» **Your objective**
The answer must be an exact copy of the records, with every picture removed.

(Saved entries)
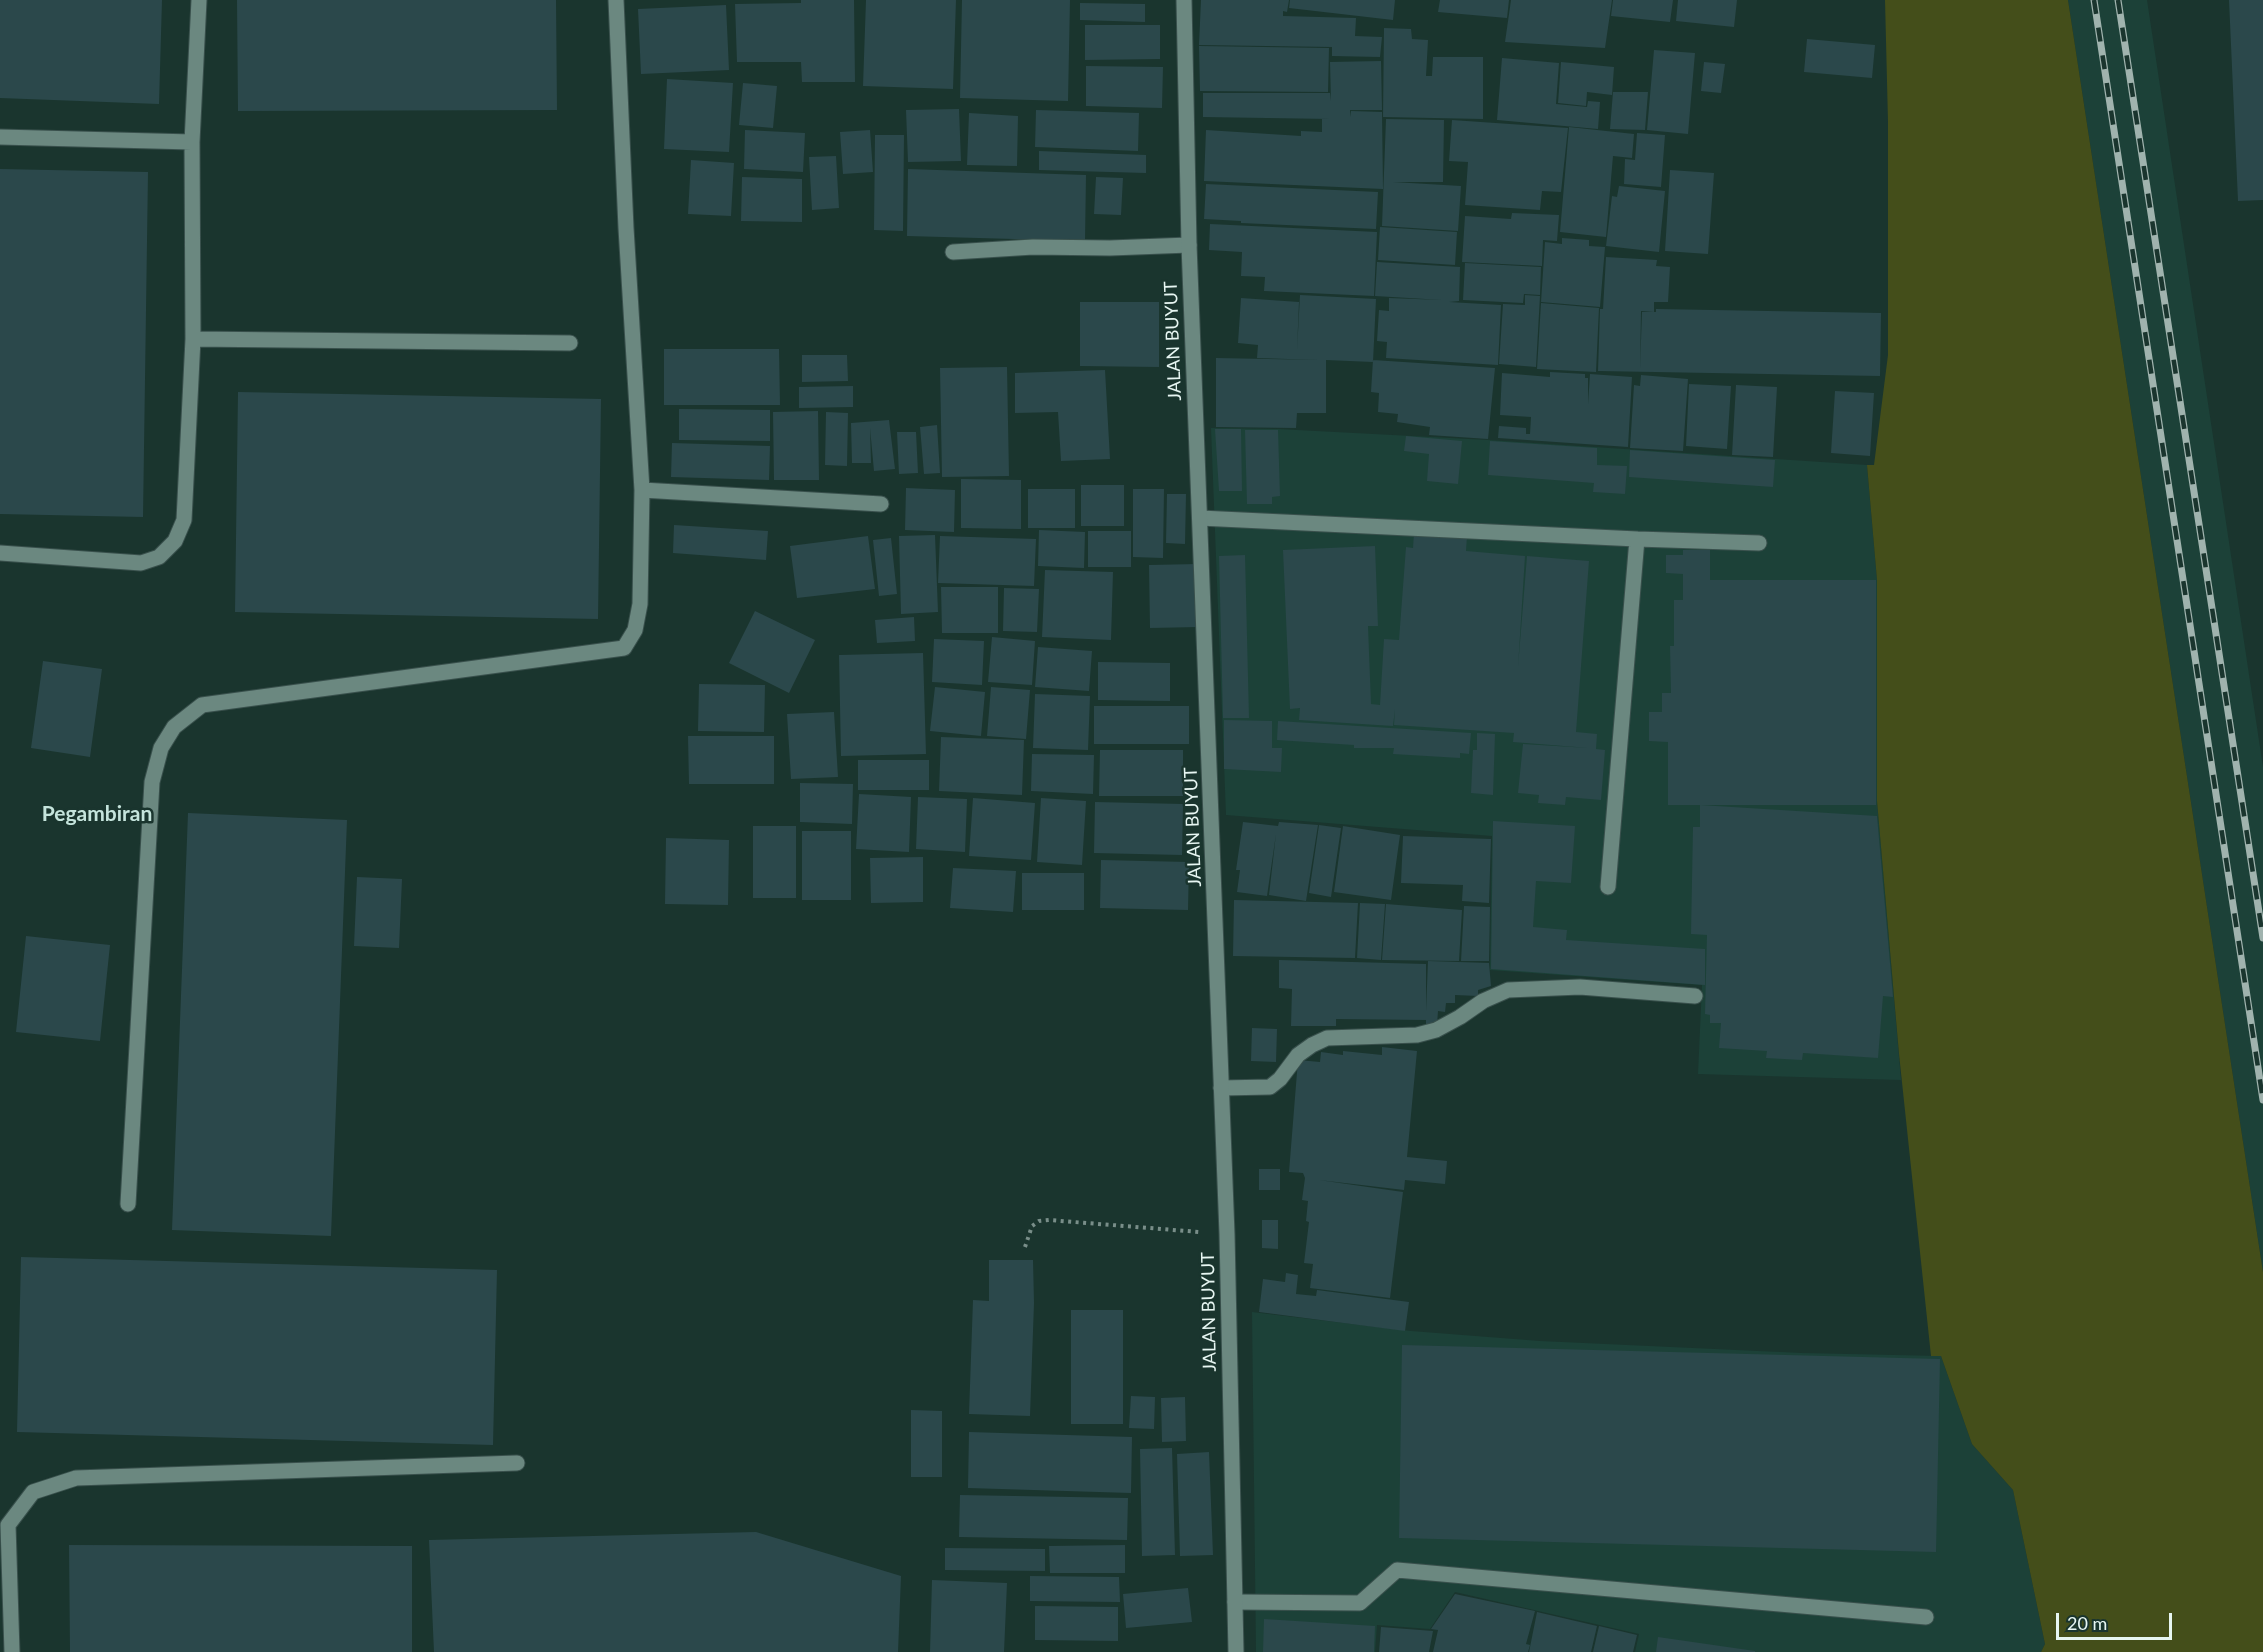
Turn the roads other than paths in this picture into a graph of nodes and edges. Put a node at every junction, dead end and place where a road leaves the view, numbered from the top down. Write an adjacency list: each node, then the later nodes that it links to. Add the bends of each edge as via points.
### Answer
1 (199, 0): 5 (street)
2 (616, 0): 10 (street)
3 (1184, 0): 6 (street, JALAN BUYUT)
4 (0, 137): 5 (street)
5 (192, 142): 8 (street)
6 (1189, 245): 7 (street); 12 (street, JALAN BUYUT)
7 (953, 252)
8 (193, 339): 9 (street); 15 (street, via 184,520 175,541 159,557 141,563)
9 (570, 343)
10 (642, 490): 11 (street); 19 (street, via 640,604 635,630 624,648 202,705 174,727 161,748 152,782)
11 (880, 504)
12 (1200, 518): 13 (street); 18 (street, JALAN BUYUT)
13 (1638, 539): 14 (street); 16 (street)
14 (1759, 543)
15 (0, 552)
16 (1608, 887)
17 (1695, 996): 18 (street, via 1580,987 1508,990 1483,1000 1436,1030 1417,1035 1326,1038 1298,1055 1270,1087)
18 (1221, 1088): 21 (street, JALAN BUYUT)
19 (128, 1204)
20 (517, 1463): 23 (street, via 76,1478 33,1492 8,1525)
21 (1235, 1602): 22 (street, via 1360,1603 1397,1570); 24 (street, JALAN BUYUT)
22 (1926, 1617)
23 (12, 1652)
24 (1236, 1652)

» **Task solution**
Turn the roads other than paths in this picture into a graph of nodes and edges. Put a node at every junction, dead end and place where a road leaves the view, numbered from the top down. Write an adjacency list: each node, then the later nodes that it links to. Add the bends of each edge as via points.
### Answer
1 (199, 0): 5 (street)
2 (616, 0): 10 (street)
3 (1184, 0): 6 (street, JALAN BUYUT)
4 (0, 137): 5 (street)
5 (192, 142): 8 (street)
6 (1189, 245): 7 (street); 12 (street, JALAN BUYUT)
7 (953, 252)
8 (193, 339): 9 (street); 15 (street, via 184,520 175,541 159,557 141,563)
9 (570, 343)
10 (642, 490): 11 (street); 19 (street, via 640,604 635,630 624,648 202,705 174,727 161,748 152,782)
11 (880, 504)
12 (1200, 518): 13 (street); 18 (street, JALAN BUYUT)
13 (1638, 539): 14 (street); 16 (street)
14 (1759, 543)
15 (0, 552)
16 (1608, 887)
17 (1695, 996): 18 (street, via 1580,987 1508,990 1483,1000 1436,1030 1417,1035 1326,1038 1298,1055 1270,1087)
18 (1221, 1088): 21 (street, JALAN BUYUT)
19 (128, 1204)
20 (517, 1463): 23 (street, via 76,1478 33,1492 8,1525)
21 (1235, 1602): 22 (street, via 1360,1603 1397,1570); 24 (street, JALAN BUYUT)
22 (1926, 1617)
23 (12, 1652)
24 (1236, 1652)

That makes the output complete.